In reptile embryos, four pairs of gill arches and gill slits are also formed, of which only one breaks out, namely the first, located between the maxillary and hyoid arches, while the rest quickly disappear. The visceral skull of reptiles, like amphibians, is autostyle. However, there are some differences. The anterior element of the primary upper jaw, the palatine cartilage, is reduced. Therefore, only the posterior part, the quadrate bone, is involved in the attachment of the upper jaw to the skull. Accordingly, the surface area of ​​the attachment decreases. The lower jaw is connected to the quadrate bone of the upper jaw and is thus attached to the skull. The single gill slit, which breaks out during the embryonic period, is transformed into the cavity of the middle ear, and the hyomandibular cartilage becomes the auditory ossicle. The rest of the visceral skeleton forms the hyoid apparatus, which consists of the body of the hyoid bone and three pairs of processes.
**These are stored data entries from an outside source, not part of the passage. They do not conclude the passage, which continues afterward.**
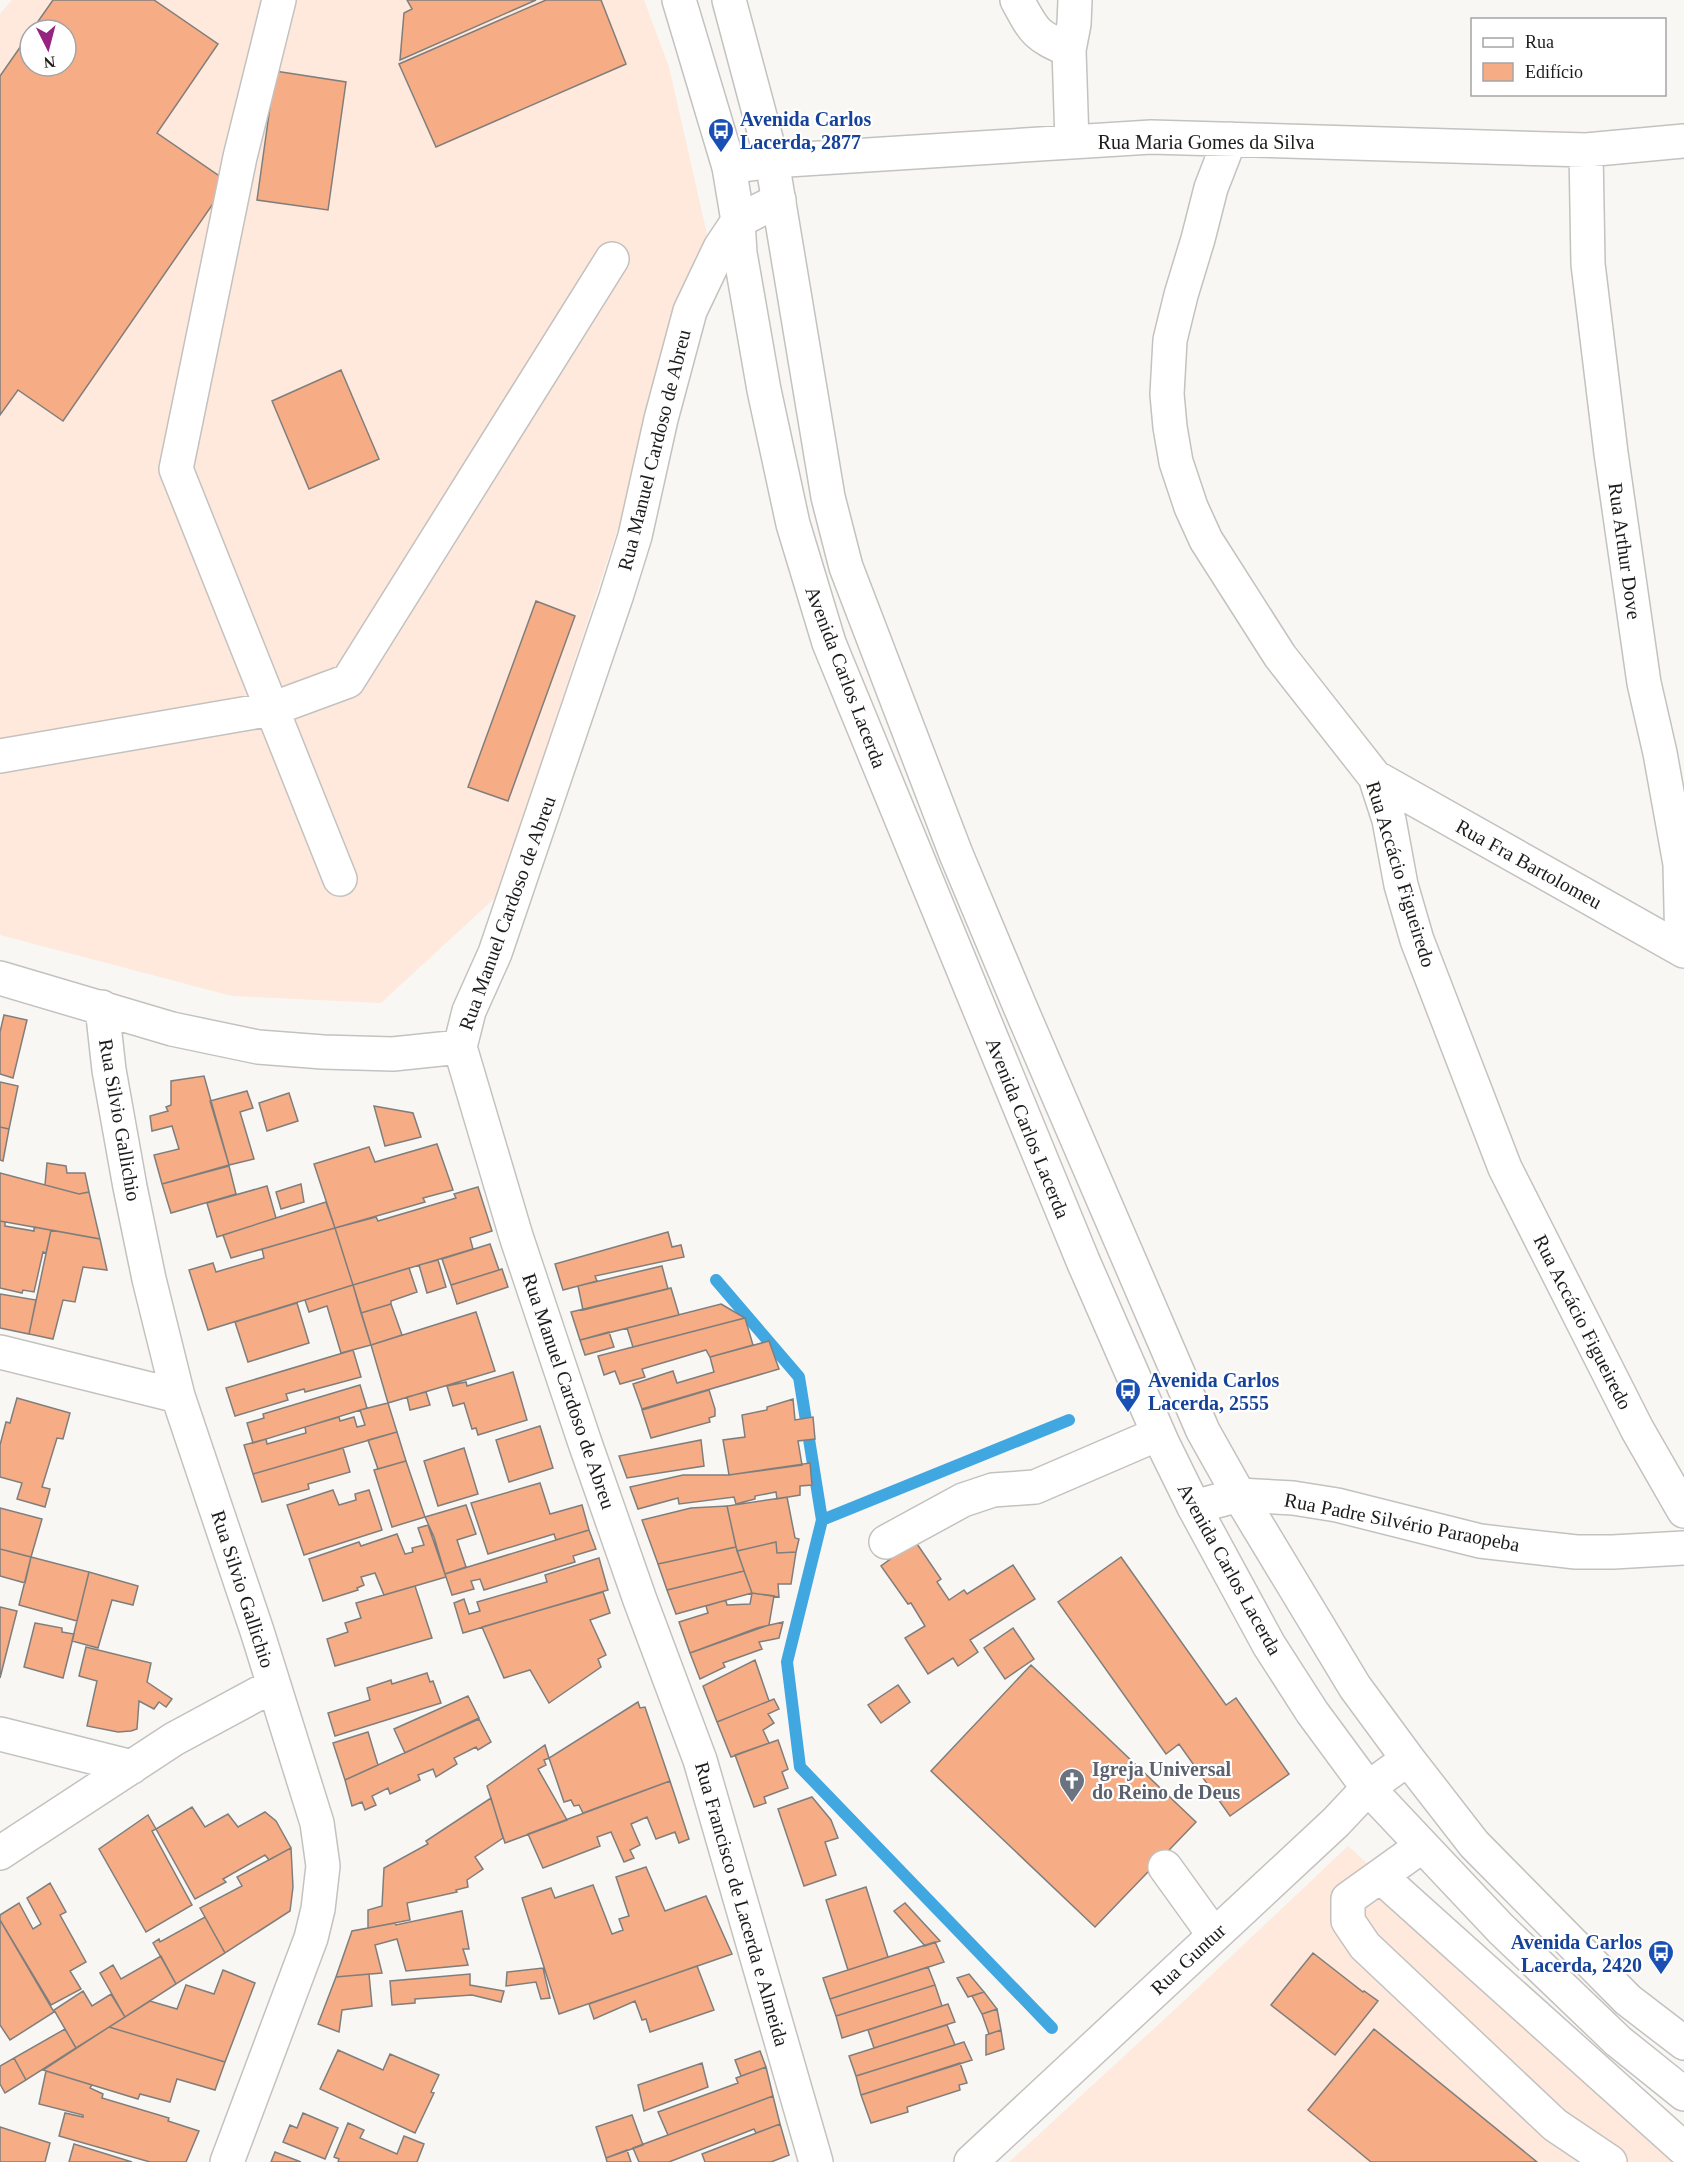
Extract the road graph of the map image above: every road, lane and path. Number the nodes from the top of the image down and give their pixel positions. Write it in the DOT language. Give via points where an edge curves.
graph roads {
  1 [pos="279,0"];
  2 [pos="679,0"];
  3 [pos="729,0"];
  4 [pos="1017,0"];
  5 [pos="1075,0"];
  6 [pos="1069,50"];
  7 [pos="1230,140"];
  8 [pos="1684,141"];
  9 [pos="1072,142"];
  10 [pos="1586,150"];
  11 [pos="772,161"];
  12 [pos="729,167"];
  13 [pos="778,200"];
  14 [pos="738,221"];
  15 [pos="612,259"];
  16 [pos="272,709"];
  17 [pos="0,756"];
  18 [pos="1375,777"];
  19 [pos="340,879"];
  20 [pos="1683,950"];
  21 [pos="0,978"];
  22 [pos="102,1006"];
  23 [pos="459,1047"];
  24 [pos="0,1352"];
  25 [pos="178,1396"];
  26 [pos="1158,1434"];
  27 [pos="1239,1495"];
  28 [pos="1194,1507"];
  29 [pos="1684,1511"];
  30 [pos="886,1542"];
  31 [pos="1684,1548"];
  32 [pos="659,1649"];
  33 [pos="274,1685"];
  34 [pos="0,1734"];
  35 [pos="1408,1759"];
  36 [pos="132,1767"];
  37 [pos="1368,1788"];
  38 [pos="1422,1846"];
  39 [pos="0,1853"];
  40 [pos="1165,1867"];
  41 [pos="1380,1876"];
  42 [pos="1214,1935"];
  43 [pos="1684,2043"];
  44 [pos="1684,2094"];
  45 [pos="1684,2149"];
  46 [pos="227,2162"];
  47 [pos="816,2162"];
  48 [pos="970,2162"];
  49 [pos="1610,2162"];
  1 -- 16 [label="street" via="240,157 176,469"];
  2 -- 12 [label="street, Avenida Carlos Lacerda"];
  3 -- 11 [label="street, Avenida Carlos Lacerda"];
  4 -- 6 [label="street" via="1042,38"];
  5 -- 6 [label="street"];
  6 -- 9 [label="street"];
  7 -- 9 [label="street, Rua Maria Gomes da Silva" via="1151,137"];
  7 -- 10 [label="street, Rua Maria Gomes da Silva"];
  7 -- 18 [label="street, Rua Accácio Figueiredo" via="1211,188 1170,340 1167,394 1176,462 1198,524 1242,597 1280,657"];
  8 -- 10 [label="street, Rua Maria Gomes da Silva"];
  9 -- 11 [label="street, Rua Maria Gomes da Silva"];
  10 -- 20 [label="street, Rua Arthur Dove" via="1588,264 1644,683 1680,864"];
  11 -- 12 [label="street, Rua Maria Gomes da Silva"];
  11 -- 13 [label="street, Avenida Carlos Lacerda"];
  12 -- 14 [label="street, Avenida Carlos Lacerda"];
  13 -- 14 [label="street, Rua Manuel Cardoso de Abreu"];
  13 -- 27 [label="street, Avenida Carlos Lacerda" via="828,496 846,567 956,854 1021,1009 1203,1431"];
  14 -- 23 [label="street, Rua Manuel Cardoso de Abreu" via="720,248 690,311 616,597 495,953 469,1011"];
  14 -- 26 [label="street, Avenida Carlos Lacerda" via="740,253 793,524 829,643 1078,1250"];
  15 -- 16 [label="street" via="348,681"];
  16 -- 17 [label="street"];
  16 -- 19 [label="street"];
  18 -- 20 [label="street, Rua Fra Bartolomeu"];
  18 -- 29 [label="street, Rua Accácio Figueiredo" via="1417,940 1505,1168 1637,1429"];
  21 -- 22 [label="street"];
  22 -- 23 [label="street" via="172,1029 258,1047 393,1054"];
  22 -- 25 [label="street, Rua Silvio Gallichio" via="130,1187"];
  23 -- 32 [label="street, Rua Manuel Cardoso de Abreu" via="563,1378"];
  24 -- 25 [label="street"];
  25 -- 33 [label="street, Rua Silvio Gallichio"];
  26 -- 28 [label="street, Avenida Carlos Lacerda"];
  26 -- 30 [label="street" via="1035,1487 993,1490 963,1500"];
  27 -- 28 [label="street, Rua Padre Silvério Paraopeba"];
  27 -- 31 [label="street, Rua Padre Silvério Paraopeba" via="1326,1503 1480,1541 1575,1552"];
  27 -- 35 [label="street, Avenida Carlos Lacerda" via="1355,1687"];
  28 -- 37 [label="street, Avenida Carlos Lacerda" via="1269,1645"];
  32 -- 47 [label="street, Rua Francisco de Lacerda e Almeida" via="703,1770"];
  33 -- 36 [label="street" via="174,1739"];
  33 -- 46 [label="street, Rua Silvio Gallichio" via="316,1823 323,1866 311,1938"];
  34 -- 36 [label="street"];
  35 -- 37 [label="street, Rua Guntur"];
  35 -- 43 [label="street, Avenida Carlos Lacerda" via="1474,1844 1628,2000"];
  36 -- 39 [label="street"];
  37 -- 38 [label="street, Avenida Carlos Lacerda"];
  37 -- 42 [label="street, Rua Guntur"];
  38 -- 41 [label="street"];
  38 -- 44 [label="street, Avenida Carlos Lacerda" via="1501,1929 1618,2041"];
  40 -- 42 [label="street"];
  41 -- 45 [label="street"];
  41 -- 49 [label="street" via="1348,1899 1348,1921 1365,1946 1555,2125"];
  42 -- 48 [label="street, Rua Guntur"];
}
The body of the hyoid bone is formed by the fusion of the copulae of the hyoid arch and all the branchial arches. The anterior horns of this bone correspond to the lower paired element of the hyoid arch - the hyoid, and the posterior horns - to the paired elements of the first two branchial arches.

The main feature of the visceral skull of mammals is the appearance of a fundamentally new type of articulation of the lower jaw with the skull, namely, the lower jaw is attached to the skull directly, forming a movable joint with the squamosal bone of the skull. This articulation involves only the distal portion of the integumentary dentary (secondary mandible). Its posterior end in mammals is curved upward and ends with an articular process. Due to the formation of this joint, the quadrate bone of the primary upper jaw loses its function as a suspension of the lower jaw and turns into an auditory bone, which is called the incus. During embryonic development, the primary lower jaw completely leaves the lower jaw and is also transformed into an auditory bone, which is called the malleus. And finally, the upper part of the hyoid arch - a homologue of the hyomandibular cartilage - is transformed into the third auditory ossicle - the stapes. Thus, in mammals, instead of one, three auditory ossicles are formed, which form a functionally single chain.

The lower part of the hyoid arch in mammals is transformed into the anterior horns of the hyoid bone. The first branchial arch gives rise to the posterior horns, and its copula gives rise to the body of the hyoid bone; The 2nd and 3rd branchial arches form the thyroid cartilage, which appears for the first time in the process of evolution in mammals, and the 4th and 5th branchial arches provide material for the remaining laryngeal cartilages, and also, possibly, for the tracheal ones.